Transforming Raw Data into a Funder-Ready Narrative
The Challenge
A national social justice organization had run a highly effective community health program for several years. Post-program surveys showed strong results. Follow-up data months later proved participants were sustaining new practices. Client testimonials were powerful and moving.
But it all sat in a Google doc.
The Chief Programs Officer (CPO) knew this evidence could unlock funding to expand the program into new communities—including seniors and other underserved groups. But with a small, stretched team, no one had capacity to transform raw data and stories into compelling collateral.
She needed a case study that would work on their website and in funding conversations. And it had to honour the dignity of low-income participants while making a strong case for the program's effectiveness.
The Approach
The Director of Communications had already conducted an initial interview with the CPO to understand the strategic direction and key messages for the case study. But with competing priorities and no bandwidth to write, she brought me in to transform that conversation and the raw materials into a finished piece.

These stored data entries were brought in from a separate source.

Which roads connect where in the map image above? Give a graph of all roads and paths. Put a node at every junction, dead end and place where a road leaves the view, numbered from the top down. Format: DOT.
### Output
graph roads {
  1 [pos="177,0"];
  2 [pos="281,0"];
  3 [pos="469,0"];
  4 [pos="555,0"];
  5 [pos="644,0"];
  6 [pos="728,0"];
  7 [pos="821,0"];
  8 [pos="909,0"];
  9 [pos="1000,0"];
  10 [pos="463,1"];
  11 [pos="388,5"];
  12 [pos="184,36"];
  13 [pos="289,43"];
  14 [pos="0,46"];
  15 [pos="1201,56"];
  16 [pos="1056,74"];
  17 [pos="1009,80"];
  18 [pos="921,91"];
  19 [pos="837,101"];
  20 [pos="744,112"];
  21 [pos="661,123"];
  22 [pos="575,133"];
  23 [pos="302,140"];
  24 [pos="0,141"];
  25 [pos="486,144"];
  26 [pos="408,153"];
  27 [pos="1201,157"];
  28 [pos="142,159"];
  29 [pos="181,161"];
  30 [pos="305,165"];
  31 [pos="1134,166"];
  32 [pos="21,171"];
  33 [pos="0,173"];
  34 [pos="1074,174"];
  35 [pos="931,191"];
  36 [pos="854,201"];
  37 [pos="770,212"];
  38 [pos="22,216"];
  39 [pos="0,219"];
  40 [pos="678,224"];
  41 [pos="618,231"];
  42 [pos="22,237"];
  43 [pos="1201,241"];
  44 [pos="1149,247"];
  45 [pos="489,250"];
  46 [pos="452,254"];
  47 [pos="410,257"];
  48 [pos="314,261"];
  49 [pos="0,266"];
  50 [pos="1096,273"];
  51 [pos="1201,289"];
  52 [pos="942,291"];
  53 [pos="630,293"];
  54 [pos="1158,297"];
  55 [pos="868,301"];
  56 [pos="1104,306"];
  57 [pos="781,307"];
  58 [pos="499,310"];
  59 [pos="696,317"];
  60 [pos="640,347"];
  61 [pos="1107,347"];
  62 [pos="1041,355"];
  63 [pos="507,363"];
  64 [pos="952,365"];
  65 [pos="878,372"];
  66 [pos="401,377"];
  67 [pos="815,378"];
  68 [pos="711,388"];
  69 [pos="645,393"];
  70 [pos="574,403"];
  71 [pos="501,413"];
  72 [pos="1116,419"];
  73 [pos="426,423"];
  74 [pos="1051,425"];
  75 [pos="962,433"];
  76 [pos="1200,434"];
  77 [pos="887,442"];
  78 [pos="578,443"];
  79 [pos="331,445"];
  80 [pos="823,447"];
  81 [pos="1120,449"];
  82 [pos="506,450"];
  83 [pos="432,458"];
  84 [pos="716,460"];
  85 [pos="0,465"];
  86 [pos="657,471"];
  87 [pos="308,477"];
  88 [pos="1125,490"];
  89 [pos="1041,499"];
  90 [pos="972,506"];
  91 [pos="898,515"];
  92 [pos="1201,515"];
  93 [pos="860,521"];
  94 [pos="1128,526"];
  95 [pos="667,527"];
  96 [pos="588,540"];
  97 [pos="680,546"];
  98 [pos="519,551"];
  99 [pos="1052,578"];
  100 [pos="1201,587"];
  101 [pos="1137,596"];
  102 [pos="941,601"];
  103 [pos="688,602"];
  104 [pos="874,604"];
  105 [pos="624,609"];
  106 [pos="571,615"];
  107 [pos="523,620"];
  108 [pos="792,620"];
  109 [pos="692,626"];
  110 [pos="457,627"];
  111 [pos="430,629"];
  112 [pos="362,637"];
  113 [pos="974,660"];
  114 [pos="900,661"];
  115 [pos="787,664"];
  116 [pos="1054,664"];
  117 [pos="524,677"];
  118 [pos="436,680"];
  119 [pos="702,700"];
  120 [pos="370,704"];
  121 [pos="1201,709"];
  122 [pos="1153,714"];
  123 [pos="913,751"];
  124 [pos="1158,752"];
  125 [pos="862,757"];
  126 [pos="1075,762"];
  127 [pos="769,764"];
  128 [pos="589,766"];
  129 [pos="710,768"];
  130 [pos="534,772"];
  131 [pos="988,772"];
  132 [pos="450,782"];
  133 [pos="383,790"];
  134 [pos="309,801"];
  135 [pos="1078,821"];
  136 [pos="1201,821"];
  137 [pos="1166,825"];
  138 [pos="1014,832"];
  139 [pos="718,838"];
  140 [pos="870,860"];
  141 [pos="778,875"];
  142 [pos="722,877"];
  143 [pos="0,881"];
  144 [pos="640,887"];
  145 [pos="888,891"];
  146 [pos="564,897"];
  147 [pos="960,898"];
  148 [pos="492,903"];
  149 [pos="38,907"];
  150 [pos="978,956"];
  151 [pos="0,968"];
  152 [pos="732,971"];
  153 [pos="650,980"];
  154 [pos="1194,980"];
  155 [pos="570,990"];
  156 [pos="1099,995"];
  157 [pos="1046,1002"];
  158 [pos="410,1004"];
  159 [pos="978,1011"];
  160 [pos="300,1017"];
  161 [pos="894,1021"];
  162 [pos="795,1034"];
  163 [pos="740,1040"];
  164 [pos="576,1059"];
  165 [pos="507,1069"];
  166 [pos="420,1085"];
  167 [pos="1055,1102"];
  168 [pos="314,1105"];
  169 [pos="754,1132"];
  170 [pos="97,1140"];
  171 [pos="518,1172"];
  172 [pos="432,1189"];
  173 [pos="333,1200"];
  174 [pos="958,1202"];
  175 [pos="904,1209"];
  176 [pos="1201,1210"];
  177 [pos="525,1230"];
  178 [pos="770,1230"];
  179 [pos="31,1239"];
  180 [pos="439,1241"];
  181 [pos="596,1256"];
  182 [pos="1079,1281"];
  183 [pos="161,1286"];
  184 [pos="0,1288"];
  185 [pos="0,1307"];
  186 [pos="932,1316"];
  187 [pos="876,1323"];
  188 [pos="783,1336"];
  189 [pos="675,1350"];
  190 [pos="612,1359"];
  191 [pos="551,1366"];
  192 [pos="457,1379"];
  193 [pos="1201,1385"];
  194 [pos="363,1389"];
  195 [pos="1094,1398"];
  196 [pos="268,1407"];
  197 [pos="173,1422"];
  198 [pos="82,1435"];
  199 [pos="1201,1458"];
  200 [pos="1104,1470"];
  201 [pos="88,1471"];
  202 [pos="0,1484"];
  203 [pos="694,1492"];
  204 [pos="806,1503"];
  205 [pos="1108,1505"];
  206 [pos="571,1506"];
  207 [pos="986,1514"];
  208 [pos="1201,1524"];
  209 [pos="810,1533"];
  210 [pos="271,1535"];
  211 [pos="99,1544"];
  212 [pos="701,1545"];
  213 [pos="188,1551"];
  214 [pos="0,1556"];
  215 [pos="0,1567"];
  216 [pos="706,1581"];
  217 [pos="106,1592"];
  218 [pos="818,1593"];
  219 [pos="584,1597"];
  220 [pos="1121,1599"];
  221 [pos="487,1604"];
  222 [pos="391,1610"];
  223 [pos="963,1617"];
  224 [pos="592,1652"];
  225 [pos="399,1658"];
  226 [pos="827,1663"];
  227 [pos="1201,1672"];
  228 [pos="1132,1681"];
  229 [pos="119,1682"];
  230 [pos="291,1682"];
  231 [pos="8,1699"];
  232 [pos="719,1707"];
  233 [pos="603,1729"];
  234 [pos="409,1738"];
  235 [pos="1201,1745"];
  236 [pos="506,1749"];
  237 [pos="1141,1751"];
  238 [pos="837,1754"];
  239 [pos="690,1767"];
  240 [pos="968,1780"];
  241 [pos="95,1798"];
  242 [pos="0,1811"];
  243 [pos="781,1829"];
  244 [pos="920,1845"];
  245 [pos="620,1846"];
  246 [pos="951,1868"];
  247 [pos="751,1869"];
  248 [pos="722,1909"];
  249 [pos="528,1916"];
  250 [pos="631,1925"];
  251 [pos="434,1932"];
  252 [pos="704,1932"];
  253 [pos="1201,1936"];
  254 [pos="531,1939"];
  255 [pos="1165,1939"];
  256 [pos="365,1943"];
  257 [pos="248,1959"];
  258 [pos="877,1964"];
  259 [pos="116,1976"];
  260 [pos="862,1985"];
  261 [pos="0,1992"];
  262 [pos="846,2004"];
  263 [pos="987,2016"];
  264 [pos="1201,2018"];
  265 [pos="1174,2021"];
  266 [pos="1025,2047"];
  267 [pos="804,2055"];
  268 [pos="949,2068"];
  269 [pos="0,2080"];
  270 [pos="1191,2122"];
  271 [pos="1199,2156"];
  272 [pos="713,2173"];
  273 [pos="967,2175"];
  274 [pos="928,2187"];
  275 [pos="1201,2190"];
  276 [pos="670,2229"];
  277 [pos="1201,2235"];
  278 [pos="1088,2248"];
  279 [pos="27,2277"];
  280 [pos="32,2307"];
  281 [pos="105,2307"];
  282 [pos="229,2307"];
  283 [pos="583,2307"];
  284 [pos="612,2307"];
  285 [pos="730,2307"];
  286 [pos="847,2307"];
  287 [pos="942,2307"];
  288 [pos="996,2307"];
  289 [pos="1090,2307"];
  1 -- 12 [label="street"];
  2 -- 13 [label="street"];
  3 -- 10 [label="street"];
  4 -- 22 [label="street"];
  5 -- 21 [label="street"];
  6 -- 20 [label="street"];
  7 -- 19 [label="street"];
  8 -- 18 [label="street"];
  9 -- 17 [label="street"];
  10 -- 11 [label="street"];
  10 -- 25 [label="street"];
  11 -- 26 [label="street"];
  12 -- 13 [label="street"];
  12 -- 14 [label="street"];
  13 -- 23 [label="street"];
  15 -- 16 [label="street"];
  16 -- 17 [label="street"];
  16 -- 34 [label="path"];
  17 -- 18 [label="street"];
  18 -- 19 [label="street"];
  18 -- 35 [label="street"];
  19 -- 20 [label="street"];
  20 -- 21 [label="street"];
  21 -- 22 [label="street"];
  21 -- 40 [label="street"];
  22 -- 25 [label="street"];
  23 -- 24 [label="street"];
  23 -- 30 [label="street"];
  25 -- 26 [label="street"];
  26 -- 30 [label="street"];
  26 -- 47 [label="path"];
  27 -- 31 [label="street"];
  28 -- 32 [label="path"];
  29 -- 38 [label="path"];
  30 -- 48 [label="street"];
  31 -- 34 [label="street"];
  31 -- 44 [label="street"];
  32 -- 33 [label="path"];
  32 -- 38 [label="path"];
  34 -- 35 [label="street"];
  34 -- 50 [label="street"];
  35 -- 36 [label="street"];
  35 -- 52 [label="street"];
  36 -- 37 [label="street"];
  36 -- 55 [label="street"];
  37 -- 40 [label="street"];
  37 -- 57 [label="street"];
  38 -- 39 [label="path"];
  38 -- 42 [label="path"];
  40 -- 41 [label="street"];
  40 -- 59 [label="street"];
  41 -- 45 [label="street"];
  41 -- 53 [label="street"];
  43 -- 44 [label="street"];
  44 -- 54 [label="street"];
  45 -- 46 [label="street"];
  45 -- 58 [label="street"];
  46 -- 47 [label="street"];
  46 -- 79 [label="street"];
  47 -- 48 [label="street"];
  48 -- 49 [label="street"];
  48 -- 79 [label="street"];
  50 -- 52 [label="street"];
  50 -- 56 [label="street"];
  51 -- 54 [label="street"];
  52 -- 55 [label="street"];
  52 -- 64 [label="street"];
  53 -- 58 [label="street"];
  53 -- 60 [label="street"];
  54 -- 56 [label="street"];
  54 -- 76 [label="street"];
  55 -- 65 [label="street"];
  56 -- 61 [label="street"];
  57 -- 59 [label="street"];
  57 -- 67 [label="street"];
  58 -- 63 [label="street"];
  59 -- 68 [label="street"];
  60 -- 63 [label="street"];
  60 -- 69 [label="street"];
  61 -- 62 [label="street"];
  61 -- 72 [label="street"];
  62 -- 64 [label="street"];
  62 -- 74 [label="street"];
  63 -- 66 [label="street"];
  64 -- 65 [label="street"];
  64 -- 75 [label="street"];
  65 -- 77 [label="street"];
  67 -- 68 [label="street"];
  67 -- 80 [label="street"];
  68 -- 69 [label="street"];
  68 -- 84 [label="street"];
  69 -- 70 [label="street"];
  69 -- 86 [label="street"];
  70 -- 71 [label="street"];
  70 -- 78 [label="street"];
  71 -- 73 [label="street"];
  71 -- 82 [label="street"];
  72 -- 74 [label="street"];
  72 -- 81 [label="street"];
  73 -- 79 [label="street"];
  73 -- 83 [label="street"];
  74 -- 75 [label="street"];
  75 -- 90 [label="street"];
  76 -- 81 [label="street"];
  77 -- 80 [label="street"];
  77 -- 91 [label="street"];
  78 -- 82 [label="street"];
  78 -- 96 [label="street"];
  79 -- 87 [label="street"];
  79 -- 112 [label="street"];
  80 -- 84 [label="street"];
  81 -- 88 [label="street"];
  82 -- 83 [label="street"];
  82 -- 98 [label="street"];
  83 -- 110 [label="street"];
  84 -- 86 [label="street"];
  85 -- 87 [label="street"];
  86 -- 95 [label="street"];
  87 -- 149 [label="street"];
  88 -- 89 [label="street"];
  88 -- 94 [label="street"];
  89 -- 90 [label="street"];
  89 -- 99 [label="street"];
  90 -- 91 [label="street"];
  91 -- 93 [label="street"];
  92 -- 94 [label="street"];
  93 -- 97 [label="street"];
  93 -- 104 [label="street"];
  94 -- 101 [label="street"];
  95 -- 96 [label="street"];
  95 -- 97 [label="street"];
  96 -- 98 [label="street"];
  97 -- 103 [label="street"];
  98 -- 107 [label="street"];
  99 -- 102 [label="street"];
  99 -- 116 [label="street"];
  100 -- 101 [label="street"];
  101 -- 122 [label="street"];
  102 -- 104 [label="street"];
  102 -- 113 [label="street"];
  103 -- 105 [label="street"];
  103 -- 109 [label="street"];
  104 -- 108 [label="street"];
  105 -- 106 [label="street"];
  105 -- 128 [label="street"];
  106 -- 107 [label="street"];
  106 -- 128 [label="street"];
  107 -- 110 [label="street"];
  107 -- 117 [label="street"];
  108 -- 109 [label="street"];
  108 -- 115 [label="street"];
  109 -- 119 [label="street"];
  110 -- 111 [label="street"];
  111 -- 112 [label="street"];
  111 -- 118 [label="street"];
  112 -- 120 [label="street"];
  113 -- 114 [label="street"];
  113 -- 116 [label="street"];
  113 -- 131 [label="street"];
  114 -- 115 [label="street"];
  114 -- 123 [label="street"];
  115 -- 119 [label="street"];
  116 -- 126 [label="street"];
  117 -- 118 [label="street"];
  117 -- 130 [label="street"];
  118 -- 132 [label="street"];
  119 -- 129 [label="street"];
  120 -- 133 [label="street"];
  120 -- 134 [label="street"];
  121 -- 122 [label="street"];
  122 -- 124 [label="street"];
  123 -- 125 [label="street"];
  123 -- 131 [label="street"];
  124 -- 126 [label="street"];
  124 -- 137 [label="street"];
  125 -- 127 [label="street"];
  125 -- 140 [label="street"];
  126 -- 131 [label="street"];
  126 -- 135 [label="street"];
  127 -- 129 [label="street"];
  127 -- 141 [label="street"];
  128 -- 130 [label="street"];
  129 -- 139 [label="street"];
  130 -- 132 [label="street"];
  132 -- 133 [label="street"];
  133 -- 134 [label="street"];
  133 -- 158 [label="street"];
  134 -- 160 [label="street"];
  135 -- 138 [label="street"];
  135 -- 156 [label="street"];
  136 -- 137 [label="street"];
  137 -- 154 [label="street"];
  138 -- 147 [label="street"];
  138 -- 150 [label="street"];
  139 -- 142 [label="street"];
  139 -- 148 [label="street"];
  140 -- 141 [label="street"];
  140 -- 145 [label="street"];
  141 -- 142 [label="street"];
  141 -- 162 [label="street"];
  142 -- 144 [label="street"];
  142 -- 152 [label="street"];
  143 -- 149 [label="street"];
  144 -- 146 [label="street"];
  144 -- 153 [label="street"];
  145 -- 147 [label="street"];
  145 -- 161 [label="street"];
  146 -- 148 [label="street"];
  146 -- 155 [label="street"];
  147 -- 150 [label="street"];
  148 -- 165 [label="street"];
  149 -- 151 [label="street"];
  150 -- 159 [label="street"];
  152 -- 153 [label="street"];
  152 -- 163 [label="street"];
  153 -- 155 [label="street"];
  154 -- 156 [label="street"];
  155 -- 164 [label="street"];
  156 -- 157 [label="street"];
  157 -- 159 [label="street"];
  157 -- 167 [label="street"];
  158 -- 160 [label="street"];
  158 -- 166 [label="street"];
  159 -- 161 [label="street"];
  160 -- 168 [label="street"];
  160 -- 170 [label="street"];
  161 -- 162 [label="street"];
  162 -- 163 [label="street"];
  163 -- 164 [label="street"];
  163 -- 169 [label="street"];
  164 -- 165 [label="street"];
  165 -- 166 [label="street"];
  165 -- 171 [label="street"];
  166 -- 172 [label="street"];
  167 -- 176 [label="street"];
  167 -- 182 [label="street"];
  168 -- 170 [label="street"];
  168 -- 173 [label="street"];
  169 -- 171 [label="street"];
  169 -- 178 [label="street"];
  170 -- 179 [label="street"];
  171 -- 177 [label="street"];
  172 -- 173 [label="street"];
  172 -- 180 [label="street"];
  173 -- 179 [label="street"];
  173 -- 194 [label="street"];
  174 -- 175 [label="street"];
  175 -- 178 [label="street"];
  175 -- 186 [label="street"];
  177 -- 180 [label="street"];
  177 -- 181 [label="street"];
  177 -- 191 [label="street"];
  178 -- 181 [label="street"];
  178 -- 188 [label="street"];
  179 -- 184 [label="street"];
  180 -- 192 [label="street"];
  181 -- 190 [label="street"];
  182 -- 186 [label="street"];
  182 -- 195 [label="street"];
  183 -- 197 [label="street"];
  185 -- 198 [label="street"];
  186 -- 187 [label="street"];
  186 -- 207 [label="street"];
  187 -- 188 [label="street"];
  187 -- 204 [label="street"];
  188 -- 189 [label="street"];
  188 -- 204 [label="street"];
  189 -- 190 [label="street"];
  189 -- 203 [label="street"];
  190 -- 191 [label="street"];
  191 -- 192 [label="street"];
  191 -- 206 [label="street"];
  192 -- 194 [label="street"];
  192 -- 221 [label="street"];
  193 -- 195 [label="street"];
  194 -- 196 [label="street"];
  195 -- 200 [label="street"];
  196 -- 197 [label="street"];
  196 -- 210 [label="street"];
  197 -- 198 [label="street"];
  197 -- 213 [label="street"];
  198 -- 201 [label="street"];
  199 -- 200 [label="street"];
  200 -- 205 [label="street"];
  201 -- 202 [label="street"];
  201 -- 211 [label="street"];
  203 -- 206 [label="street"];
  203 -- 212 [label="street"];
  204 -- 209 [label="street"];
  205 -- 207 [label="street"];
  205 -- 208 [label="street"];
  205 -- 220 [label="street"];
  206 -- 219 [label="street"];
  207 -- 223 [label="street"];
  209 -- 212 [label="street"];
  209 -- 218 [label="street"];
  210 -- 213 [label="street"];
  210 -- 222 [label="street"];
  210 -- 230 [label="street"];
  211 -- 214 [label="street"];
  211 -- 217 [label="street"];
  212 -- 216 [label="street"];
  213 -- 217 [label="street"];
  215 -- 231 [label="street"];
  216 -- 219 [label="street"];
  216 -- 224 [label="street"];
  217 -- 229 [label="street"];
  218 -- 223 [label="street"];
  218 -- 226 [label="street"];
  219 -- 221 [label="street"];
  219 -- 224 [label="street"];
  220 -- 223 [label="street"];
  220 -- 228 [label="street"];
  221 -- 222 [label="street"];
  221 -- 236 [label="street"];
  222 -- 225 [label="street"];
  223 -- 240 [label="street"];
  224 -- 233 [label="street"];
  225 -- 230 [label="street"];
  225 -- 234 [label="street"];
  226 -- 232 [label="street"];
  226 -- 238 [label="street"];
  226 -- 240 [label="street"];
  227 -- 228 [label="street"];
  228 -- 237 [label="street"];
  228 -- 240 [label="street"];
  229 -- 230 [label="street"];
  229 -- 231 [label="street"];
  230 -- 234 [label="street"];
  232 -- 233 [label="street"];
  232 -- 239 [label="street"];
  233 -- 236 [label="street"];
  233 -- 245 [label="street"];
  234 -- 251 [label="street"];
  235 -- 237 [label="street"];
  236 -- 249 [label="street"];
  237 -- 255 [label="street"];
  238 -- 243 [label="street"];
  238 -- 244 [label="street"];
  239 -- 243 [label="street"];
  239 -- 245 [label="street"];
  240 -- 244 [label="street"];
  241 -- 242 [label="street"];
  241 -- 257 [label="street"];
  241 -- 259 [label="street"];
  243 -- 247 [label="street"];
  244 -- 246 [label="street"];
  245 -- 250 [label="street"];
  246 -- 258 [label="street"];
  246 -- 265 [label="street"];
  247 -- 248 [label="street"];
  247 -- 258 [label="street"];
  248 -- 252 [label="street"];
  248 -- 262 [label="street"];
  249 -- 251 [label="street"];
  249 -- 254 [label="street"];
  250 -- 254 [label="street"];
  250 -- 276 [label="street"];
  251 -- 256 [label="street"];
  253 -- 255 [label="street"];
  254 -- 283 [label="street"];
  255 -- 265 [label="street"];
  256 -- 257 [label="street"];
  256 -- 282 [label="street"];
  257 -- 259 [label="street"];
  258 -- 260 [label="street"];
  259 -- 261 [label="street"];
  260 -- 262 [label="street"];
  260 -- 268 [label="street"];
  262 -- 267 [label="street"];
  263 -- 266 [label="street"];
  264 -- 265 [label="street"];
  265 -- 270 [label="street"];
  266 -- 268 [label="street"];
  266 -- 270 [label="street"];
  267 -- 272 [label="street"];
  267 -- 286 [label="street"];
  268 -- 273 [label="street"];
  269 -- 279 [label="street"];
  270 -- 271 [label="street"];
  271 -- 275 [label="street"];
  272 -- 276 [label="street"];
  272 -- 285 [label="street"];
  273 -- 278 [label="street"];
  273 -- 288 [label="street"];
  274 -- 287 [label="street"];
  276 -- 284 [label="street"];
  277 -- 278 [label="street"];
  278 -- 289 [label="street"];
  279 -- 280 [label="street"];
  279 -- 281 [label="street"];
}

Working from the director's notes and the Google doc of data and stories, I identified three strategic differentiators that made this program work where typical public health initiatives fall short:
Immediate application: Participants practiced new skills during sessions, not just heard about them
Agency over prescription: The program empowered participants to make choices that worked for their lives rather than dictating "right" answers
Community knowledge as asset: The program leveraged participants' experience and expertise rather than treating them as deficient
These weren't just feel-good principles—they were the reason the program succeeded where others failed.
I worked through the data to identify the most compelling proof points. Rather than overwhelming readers with every metric, I selected outcomes that demonstrated both immediate behaviour change and sustained impact months later.
Then came the most delicate work: integrating participant stories. These testimonials were powerful, but they required careful handling. The writing needed to centre participants' voices and agency while avoiding exploitative or saviour narratives. Every story had to reinforce dignity.
The Outcome
The final case study appeared on the organization's website and became their go-to document for funding conversations.
Community response was positive. Participants and community partners saw themselves reflected accurately and respectfully.
Funders responded. The case study provided the evidence and narrative they needed to greenlight program expansion into new communities and demographics, including seniors.
Most importantly, the CPO had a polished, strategic asset that elevated her voice in the sector—without having to carve out time her team didn't have.
Why It Worked
Strategic positioning: The case study didn't just report results—it articulated why the program succeeded where others fail, creating clear differentiation.
Dignity-centred storytelling: Participant voices were elevated without exploitation. The writing treated people experiencing poverty as experts in their own lives, not subjects of charity.
Funder-ready evidence: Data was curated and contextualized for impact, not just listed. Funders could quickly see both immediate outcomes and long-term sustainability.
Turnkey asset: The organization got a finished piece they could immediately deploy across multiple channels—no further editing, no internal bottlenecks.